Education Department Offers Desktop
Reference for No Child Left Behind
The U.S. Department of Education has created a 180 page desktop reference
manual to No Child Left Behind. The guide offers a program-by-program
look at the major reforms under the law. For each section of the landmark
law, the manual explains the purpose of the program, what's new in the
law, how the program works, key requirements, how to achieve quality,
how performance is measured and key activities and responsibilities for
state education departments.
Copies
of the publication are available free of charge by calling 1-877-4ED-PUBS
or online at http://www.ed.gov/pubs/edpubs.html.
The report can also be accessed through ED's web site at http://www.ed.gov/offices/OESE/reference.html.
Using NCLB To Improve Student Achievement
The Public Education Network recently issued "USING NCLB TO IMPROVE
STUDENT ACHIEVEMENT: An Action Guide for Community and Parent Leaders."

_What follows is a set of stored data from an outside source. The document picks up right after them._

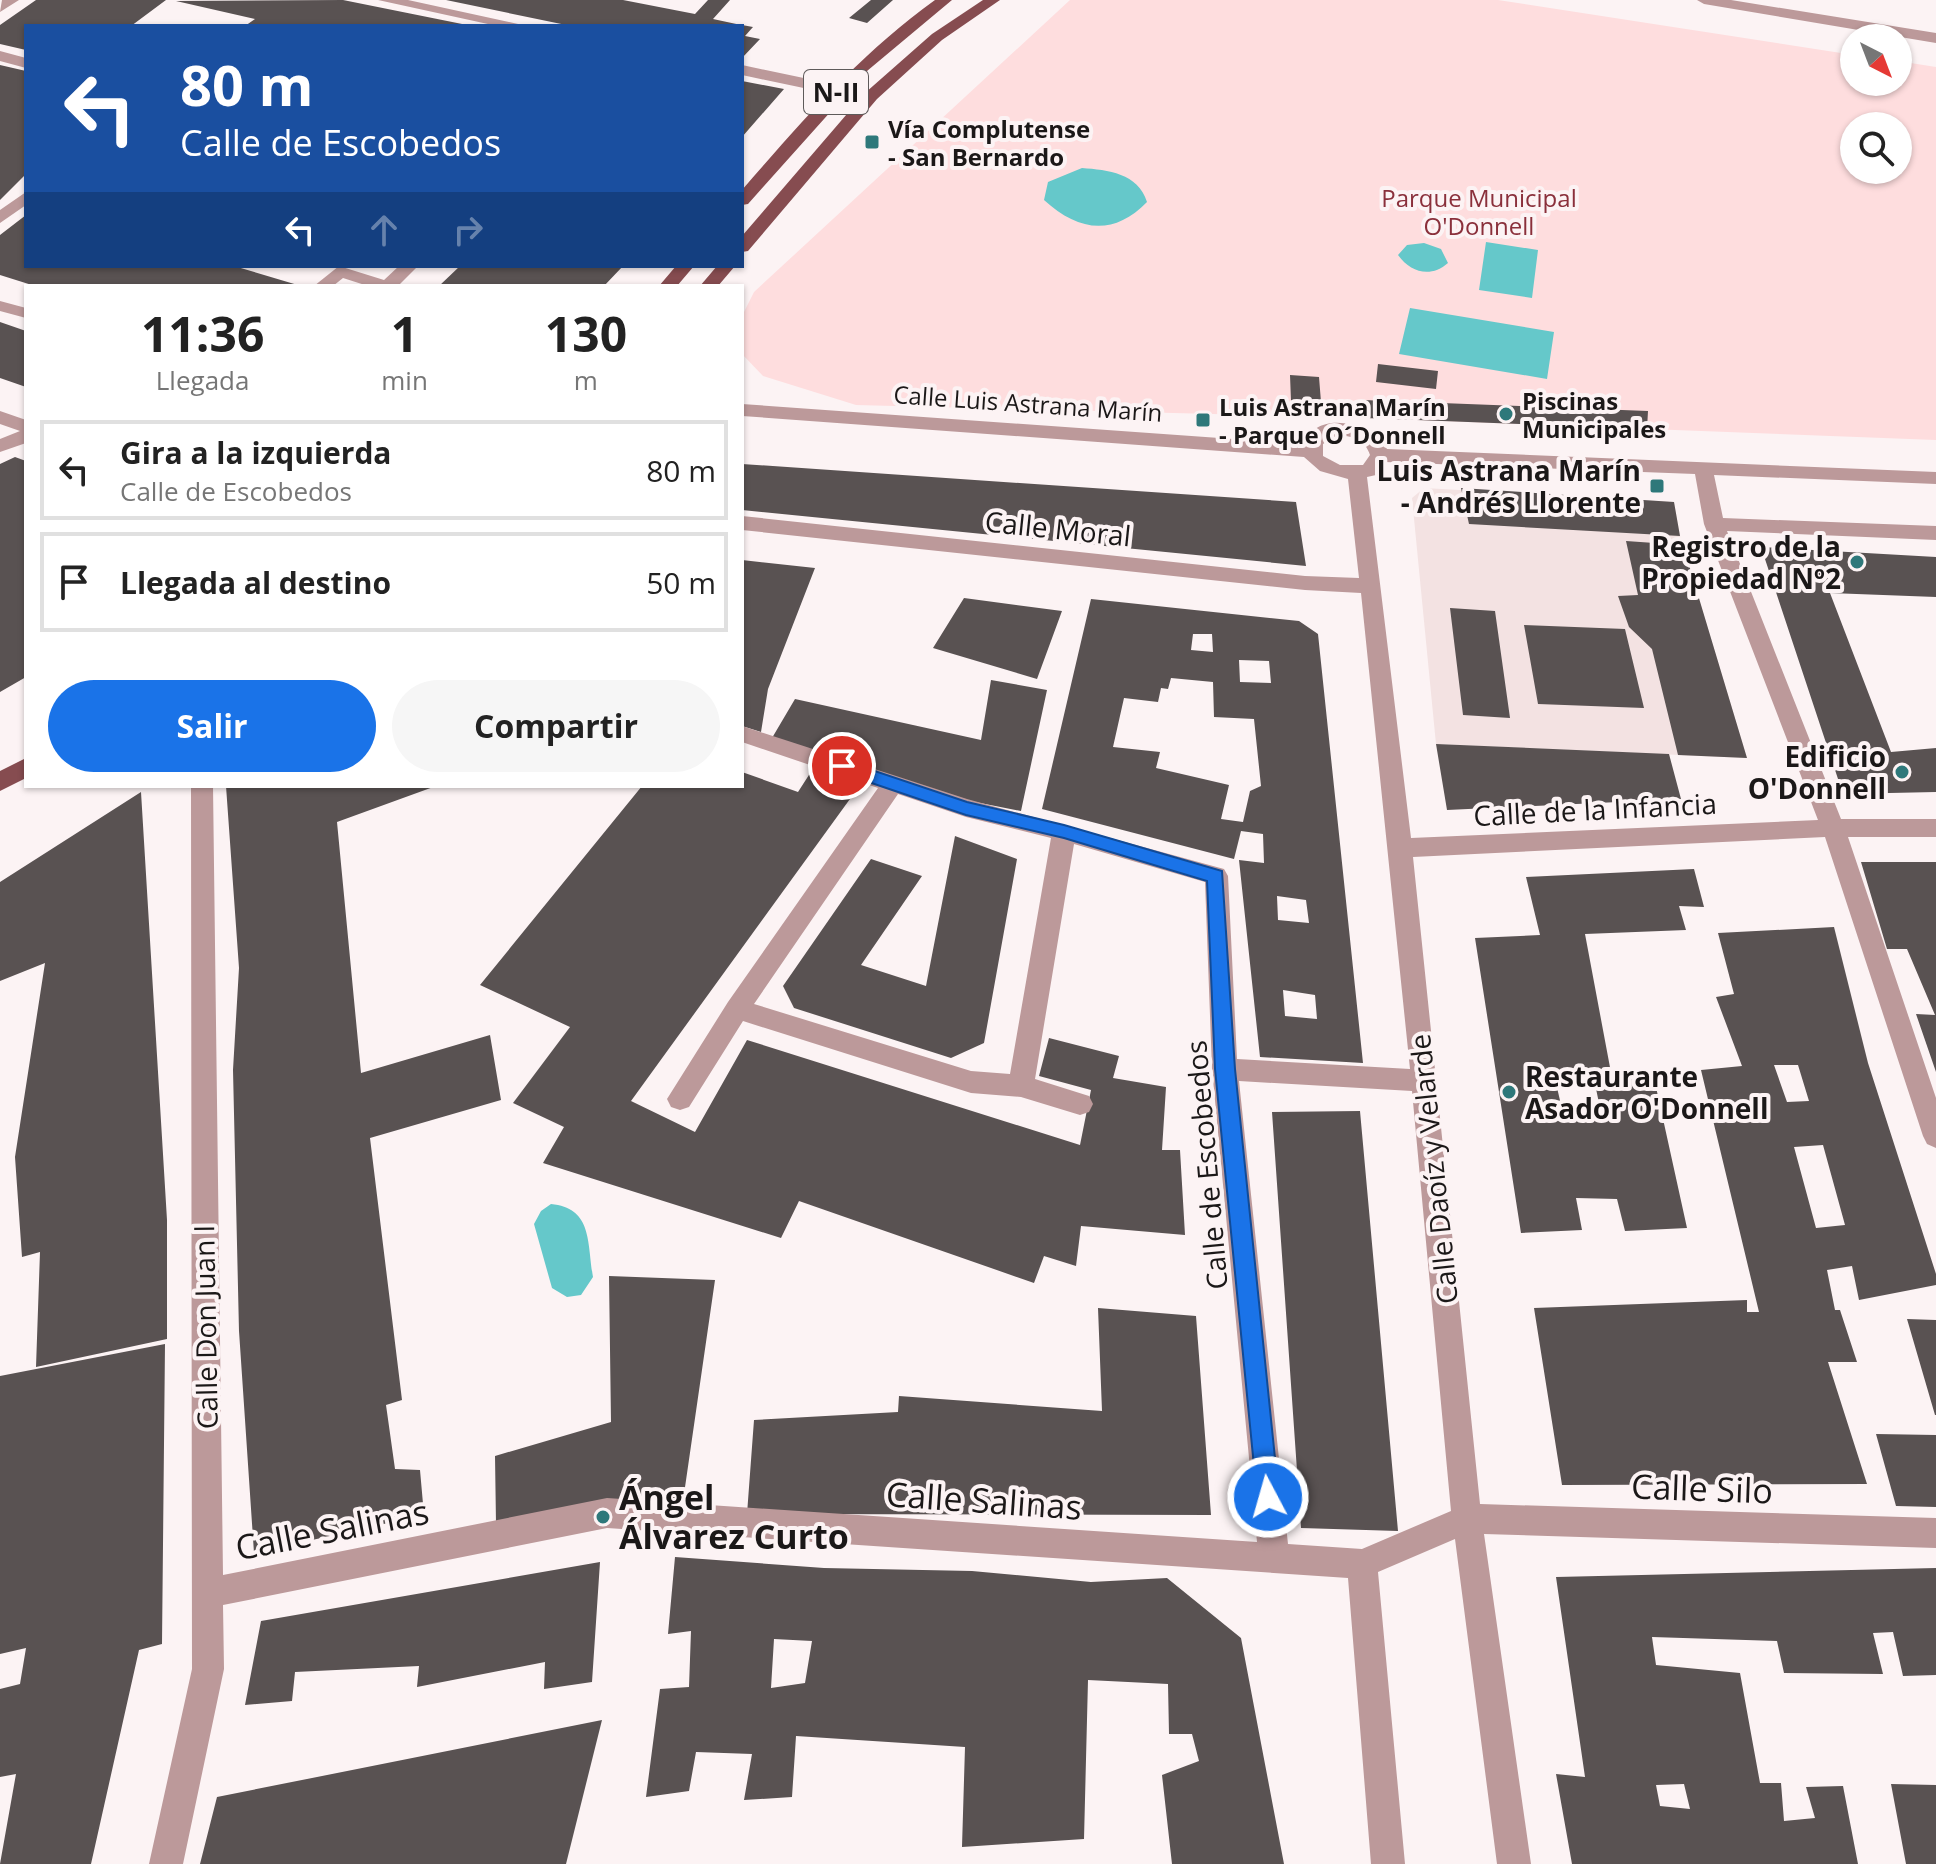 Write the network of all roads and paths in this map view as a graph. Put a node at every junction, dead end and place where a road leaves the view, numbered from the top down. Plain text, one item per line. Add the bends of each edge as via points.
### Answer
1 (12, 0) edge
2 (385, 0) edge
3 (945, 0) edge
4 (993, 0) edge
5 (1704, 0) edge
6 (0, 8) edge
7 (510, 24) edge
8 (1936, 38) edge
9 (0, 56) edge
10 (24, 62) edge
11 (744, 70) edge
12 (837, 90) junction
13 (744, 198) edge
14 (24, 199) edge
15 (0, 218) edge
16 (744, 245) edge
17 (332, 268) edge
18 (407, 268) edge
19 (683, 268) edge
20 (724, 268) edge
21 (380, 284) edge
22 (388, 284) edge
23 (670, 284) edge
24 (711, 284) edge
25 (0, 306) edge
26 (24, 312) edge
27 (745, 406) edge
28 (0, 417) edge
29 (24, 426) edge
30 (24, 437) edge
31 (0, 446) edge
32 (1311, 451) junction
33 (1380, 455) junction
34 (1703, 468) junction
35 (1357, 473) junction
36 (1936, 478) edge
37 (744, 523) edge
38 (1714, 524) junction
39 (1936, 533) edge
40 (1369, 586) junction
41 (744, 735) edge
42 (24, 768) edge
43 (0, 782) edge
44 (894, 783) junction
45 (202, 788) edge
46 (1833, 828) junction
47 (1936, 828) edge
48 (1064, 832) junction
49 (1401, 848) junction
50 (737, 1009) junction
51 (1225, 1069) junction
52 (1425, 1081) junction
53 (1021, 1086) junction
54 (680, 1099) dead end
55 (1080, 1104) dead end
56 (1936, 1136) edge
57 (1467, 1519) junction
58 (1936, 1533) edge
59 (1274, 1559) junction
60 (1362, 1564) junction
61 (207, 1593) junction
62 (166, 1864) edge
63 (1388, 1864) edge
64 (1514, 1864) edge

1 - 6 street
2 - 7 street
3 - 12 main road, N-II via 905,26
4 - 16 main road, N-II via 937,37 871,96
5 - 8 street
9 - 10 street
11 - 12 street
12 - 13 main road, N-II
14 - 15 street
17 - 21 street
18 - 22 street
19 - 23 main road
20 - 24 main road
25 - 26 street
27 - 32 street, Calle Luis Astrana Marín
28 - 29 street
30 - 31 street
32 - 33 street via 1320,434 1345,429 1370,438
32 - 35 street via 1332,471
33 - 34 street
33 - 35 street via 1369,470
34 - 36 street
34 - 38 street
35 - 40 street, Calle Daoíz y Velarde
37 - 40 street, Calle Moral
38 - 39 street
38 - 46 street
40 - 49 street, Calle Daoíz y Velarde
41 - 44 street, Calle de Escobedos
42 - 43 main road
44 - 48 street, Calle de Escobedos via 966,808
44 - 50 street
45 - 61 street, Calle Don Juan I
46 - 47 street, Calle de la Infancia
46 - 49 street, Calle de la Infancia
46 - 56 street
48 - 51 street, Calle de Escobedos via 1216,876
48 - 53 street
49 - 52 street, Calle Daoíz y Velarde
50 - 53 street via 971,1082
50 - 54 street
51 - 52 street
51 - 59 street, Calle de Escobedos
52 - 57 street, Calle Daoíz y Velarde
53 - 55 street
57 - 58 street, Calle Silo
57 - 60 street, Calle Salinas
57 - 64 street, Calle Daoíz y Velarde
59 - 60 street, Calle Salinas
59 - 61 street, Calle Salinas via 607,1513
60 - 63 street
61 - 62 street, Calle Don Juan I via 208,1669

This action guide by the Public Education Network cuts through education
jargon and explains the law's new requirements for states, districts,
and schools in clear terms. It is organized as an easy-to-use professional
development tool for administrators and teachers and prioritizes 10 major
areas in the law where the public should concentrate its action
http://www.publiceducation.org/download/NCLBBook.pdf
Leave No Child and No Family Behind
This website from the National Network of Partnership Schools (NNPS) at
Johns Hopkins University, directed by Dr. Joyce L. Epstein, assists schools,
districts, and state departments of education in meeting and exceeding
requirements of the No Child Left Behind law. NNPS provides manuals, resources,
evaluation opportunities, and on-going professional development for strengthening
and maintaining programs of school, family,
and community partnerships. Summaries are given of four new requirements
for reporting to parents and the public on their own child's test scores,
changing from failing to better schools, providing supplementary services,
and reporting to the public on school status, progress, and trends.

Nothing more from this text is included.